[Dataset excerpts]

########################################

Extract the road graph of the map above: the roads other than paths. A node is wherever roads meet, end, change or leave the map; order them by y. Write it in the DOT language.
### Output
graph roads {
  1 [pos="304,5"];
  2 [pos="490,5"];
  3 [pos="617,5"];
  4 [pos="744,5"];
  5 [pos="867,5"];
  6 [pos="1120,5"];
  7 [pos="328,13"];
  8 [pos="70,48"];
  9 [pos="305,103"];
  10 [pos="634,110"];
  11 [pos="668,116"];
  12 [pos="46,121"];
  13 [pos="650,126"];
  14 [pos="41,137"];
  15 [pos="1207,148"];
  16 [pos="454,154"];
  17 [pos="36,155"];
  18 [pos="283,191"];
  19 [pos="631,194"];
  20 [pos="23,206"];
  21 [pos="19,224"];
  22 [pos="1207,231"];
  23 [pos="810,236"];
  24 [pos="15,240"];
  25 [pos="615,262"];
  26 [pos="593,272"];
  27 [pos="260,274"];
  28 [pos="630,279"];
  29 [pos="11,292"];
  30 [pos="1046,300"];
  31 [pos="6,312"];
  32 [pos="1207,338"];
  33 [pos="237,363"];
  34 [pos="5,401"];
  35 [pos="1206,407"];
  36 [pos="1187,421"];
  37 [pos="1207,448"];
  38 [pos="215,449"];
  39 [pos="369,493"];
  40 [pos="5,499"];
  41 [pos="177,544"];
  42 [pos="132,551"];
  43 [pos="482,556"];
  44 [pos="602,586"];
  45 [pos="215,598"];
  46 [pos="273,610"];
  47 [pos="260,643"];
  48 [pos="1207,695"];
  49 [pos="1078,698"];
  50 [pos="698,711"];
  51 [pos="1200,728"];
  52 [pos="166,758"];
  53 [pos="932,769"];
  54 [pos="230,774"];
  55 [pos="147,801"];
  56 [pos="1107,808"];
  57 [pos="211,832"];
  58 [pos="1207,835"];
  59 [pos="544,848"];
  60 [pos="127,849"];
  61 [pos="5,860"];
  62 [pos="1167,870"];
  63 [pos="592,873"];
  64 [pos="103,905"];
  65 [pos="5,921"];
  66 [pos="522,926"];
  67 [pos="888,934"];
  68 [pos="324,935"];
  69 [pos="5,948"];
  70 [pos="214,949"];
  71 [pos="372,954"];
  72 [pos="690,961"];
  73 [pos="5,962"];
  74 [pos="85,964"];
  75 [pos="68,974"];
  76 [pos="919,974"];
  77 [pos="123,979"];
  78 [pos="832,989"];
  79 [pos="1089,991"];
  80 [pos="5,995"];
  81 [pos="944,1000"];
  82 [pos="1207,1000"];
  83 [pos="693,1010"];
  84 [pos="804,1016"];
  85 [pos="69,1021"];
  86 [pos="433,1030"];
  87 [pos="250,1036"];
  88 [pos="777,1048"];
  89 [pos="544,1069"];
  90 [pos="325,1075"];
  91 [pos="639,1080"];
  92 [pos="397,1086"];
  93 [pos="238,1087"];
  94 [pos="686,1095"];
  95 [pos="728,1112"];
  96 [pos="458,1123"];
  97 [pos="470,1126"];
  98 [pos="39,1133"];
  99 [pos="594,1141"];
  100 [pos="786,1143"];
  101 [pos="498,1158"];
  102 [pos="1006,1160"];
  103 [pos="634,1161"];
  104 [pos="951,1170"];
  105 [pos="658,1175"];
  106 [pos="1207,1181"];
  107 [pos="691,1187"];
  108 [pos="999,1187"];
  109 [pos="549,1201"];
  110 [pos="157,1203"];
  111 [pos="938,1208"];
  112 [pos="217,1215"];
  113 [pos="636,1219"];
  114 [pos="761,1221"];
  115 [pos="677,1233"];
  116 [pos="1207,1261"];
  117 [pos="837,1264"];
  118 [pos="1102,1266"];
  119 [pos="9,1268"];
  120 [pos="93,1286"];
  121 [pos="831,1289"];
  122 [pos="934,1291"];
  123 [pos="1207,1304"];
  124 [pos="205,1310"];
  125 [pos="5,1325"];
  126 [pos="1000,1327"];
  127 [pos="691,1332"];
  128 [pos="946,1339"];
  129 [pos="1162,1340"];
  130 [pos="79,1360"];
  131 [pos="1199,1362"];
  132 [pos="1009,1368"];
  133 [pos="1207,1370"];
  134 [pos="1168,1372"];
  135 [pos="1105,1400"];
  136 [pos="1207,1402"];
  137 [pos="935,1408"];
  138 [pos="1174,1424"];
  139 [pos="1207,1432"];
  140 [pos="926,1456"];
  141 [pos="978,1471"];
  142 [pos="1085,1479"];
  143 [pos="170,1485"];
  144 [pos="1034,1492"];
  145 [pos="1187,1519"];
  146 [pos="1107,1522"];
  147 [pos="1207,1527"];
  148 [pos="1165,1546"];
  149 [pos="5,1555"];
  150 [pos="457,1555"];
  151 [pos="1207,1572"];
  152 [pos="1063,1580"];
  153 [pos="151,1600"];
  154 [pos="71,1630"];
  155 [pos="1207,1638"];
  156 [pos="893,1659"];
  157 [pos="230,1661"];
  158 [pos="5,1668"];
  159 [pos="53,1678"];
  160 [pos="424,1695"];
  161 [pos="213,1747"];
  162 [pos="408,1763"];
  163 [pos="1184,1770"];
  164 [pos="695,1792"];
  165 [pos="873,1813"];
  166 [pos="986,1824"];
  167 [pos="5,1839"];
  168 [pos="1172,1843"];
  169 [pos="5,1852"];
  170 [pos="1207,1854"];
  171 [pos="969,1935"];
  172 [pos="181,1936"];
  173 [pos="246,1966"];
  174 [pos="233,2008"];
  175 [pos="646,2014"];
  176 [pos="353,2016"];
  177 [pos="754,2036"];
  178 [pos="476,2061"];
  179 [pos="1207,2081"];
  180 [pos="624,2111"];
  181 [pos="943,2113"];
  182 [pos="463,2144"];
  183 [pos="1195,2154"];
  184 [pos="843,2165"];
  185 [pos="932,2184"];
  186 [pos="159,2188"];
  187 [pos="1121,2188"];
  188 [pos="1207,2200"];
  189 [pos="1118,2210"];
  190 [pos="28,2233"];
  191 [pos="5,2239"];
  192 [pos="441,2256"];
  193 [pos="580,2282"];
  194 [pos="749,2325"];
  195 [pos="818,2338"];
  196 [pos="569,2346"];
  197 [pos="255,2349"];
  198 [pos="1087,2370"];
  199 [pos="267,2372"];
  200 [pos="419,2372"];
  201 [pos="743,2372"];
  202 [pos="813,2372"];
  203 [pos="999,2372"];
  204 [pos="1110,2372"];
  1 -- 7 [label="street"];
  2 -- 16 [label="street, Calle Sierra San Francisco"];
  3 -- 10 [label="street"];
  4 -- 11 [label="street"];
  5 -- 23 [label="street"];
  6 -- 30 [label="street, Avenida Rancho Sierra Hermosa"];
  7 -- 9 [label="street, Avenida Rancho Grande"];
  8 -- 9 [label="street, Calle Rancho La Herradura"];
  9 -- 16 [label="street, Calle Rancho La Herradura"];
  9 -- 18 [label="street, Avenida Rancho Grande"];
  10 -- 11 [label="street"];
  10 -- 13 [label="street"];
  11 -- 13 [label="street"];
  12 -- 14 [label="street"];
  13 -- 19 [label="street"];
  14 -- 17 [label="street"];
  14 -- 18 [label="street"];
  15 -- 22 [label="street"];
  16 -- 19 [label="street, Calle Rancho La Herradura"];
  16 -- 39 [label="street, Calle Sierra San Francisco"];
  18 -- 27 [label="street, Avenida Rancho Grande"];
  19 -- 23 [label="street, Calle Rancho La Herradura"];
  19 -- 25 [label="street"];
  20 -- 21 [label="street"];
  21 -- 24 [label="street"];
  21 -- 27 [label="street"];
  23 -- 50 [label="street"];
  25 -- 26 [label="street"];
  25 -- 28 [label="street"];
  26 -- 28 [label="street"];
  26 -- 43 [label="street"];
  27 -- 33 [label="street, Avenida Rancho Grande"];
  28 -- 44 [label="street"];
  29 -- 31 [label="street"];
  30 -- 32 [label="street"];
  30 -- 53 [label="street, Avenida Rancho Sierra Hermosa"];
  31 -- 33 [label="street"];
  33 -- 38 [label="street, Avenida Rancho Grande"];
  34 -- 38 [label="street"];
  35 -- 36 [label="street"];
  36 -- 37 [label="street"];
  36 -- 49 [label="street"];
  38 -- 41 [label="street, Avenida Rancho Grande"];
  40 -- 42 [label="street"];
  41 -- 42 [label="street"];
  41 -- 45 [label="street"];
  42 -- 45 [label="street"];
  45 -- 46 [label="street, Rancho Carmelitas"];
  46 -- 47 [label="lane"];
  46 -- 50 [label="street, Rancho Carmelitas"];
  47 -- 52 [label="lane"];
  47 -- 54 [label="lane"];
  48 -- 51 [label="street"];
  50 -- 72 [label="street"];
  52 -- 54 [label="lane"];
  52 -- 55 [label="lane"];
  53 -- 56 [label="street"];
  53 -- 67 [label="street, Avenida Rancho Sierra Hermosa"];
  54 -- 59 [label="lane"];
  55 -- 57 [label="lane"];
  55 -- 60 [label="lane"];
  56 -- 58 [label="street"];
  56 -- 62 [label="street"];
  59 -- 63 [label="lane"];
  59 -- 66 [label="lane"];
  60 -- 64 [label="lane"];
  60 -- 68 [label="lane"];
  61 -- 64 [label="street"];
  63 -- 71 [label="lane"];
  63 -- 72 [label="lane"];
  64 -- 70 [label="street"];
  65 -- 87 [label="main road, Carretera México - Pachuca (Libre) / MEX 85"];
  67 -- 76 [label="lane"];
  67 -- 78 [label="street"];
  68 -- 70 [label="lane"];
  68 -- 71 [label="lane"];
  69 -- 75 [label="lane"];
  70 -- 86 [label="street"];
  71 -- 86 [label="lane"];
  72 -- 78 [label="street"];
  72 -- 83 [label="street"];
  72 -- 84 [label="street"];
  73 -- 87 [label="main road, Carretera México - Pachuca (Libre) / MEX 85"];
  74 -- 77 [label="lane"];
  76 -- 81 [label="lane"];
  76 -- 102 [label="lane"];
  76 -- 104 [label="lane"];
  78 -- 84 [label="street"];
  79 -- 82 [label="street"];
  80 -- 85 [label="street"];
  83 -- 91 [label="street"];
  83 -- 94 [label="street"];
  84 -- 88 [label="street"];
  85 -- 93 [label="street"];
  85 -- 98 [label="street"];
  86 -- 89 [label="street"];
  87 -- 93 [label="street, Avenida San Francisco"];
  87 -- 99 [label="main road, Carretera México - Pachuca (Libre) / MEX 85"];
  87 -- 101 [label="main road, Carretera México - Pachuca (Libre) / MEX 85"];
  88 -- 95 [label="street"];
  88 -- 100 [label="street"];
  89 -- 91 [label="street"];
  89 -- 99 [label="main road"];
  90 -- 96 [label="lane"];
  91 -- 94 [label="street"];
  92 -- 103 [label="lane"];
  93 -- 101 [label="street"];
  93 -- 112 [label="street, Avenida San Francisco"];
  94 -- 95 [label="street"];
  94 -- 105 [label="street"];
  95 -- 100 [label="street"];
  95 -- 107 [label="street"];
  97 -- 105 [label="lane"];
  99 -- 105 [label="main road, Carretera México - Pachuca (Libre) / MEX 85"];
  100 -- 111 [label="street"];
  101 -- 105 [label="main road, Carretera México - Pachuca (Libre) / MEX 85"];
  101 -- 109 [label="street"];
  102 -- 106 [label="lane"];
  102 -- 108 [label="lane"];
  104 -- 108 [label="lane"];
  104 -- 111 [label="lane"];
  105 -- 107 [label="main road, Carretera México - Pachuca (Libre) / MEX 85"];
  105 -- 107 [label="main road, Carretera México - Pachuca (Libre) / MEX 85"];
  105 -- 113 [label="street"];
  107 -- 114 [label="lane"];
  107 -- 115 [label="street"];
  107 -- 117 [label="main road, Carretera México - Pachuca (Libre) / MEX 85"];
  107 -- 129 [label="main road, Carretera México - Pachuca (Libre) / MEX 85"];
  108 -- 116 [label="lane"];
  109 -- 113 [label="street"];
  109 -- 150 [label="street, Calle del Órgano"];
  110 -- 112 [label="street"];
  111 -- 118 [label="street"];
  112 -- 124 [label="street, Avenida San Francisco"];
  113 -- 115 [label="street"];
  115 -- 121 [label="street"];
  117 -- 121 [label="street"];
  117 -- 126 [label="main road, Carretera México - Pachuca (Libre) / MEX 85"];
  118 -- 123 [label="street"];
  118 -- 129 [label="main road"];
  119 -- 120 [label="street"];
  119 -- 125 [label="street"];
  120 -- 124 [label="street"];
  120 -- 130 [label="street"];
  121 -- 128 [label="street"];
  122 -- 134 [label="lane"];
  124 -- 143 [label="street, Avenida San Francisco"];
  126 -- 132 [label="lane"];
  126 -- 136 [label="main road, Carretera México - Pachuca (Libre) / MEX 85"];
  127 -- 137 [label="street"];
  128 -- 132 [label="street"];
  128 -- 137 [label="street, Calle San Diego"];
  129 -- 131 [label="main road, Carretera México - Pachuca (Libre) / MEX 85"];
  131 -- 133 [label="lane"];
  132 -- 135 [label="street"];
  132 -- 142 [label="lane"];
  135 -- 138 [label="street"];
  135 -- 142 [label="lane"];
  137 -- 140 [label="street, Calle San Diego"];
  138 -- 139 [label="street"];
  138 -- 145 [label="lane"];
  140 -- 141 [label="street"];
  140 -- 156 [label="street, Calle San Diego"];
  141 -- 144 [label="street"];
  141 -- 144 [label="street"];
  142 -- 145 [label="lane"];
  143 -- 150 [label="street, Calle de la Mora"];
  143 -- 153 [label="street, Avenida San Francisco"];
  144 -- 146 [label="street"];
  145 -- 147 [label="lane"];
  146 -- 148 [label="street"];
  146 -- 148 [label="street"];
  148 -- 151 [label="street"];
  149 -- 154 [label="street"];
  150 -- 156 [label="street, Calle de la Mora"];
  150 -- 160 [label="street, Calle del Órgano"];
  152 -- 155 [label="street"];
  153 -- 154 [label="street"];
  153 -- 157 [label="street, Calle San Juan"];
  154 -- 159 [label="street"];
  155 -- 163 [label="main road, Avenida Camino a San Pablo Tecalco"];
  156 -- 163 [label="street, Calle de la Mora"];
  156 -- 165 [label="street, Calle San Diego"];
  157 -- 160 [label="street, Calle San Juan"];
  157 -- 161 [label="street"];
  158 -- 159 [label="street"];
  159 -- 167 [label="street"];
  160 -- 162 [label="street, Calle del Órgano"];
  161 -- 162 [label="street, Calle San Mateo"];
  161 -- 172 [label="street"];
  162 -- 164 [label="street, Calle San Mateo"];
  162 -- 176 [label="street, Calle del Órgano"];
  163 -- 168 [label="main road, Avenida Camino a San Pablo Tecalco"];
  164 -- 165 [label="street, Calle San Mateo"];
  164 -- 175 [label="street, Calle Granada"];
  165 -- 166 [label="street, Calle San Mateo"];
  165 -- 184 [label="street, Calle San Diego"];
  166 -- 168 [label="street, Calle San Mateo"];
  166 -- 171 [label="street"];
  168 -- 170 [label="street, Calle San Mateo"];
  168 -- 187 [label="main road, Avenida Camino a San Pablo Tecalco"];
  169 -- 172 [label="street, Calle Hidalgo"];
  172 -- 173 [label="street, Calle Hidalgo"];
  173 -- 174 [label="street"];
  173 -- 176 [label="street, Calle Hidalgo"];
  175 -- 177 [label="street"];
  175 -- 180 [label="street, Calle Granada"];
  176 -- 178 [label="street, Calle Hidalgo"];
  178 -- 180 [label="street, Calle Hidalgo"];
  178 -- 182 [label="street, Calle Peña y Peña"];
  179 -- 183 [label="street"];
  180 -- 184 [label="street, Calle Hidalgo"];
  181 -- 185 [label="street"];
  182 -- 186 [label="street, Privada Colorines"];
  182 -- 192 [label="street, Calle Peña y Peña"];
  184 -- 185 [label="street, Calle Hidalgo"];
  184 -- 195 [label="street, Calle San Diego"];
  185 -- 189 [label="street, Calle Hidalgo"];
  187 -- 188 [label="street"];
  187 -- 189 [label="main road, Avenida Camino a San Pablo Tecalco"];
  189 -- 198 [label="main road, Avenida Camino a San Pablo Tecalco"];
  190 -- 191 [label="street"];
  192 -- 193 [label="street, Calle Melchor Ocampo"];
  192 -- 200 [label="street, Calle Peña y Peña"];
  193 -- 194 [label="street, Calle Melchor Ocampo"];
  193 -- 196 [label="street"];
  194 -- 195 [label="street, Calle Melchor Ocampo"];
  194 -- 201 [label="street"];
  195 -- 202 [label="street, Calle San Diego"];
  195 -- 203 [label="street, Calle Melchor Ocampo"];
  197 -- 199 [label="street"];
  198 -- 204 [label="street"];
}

########################################

__Task brief__:
Considering the records above, how many lines hold "Herradura"? Please answer with only the number.

__Task solution__:
4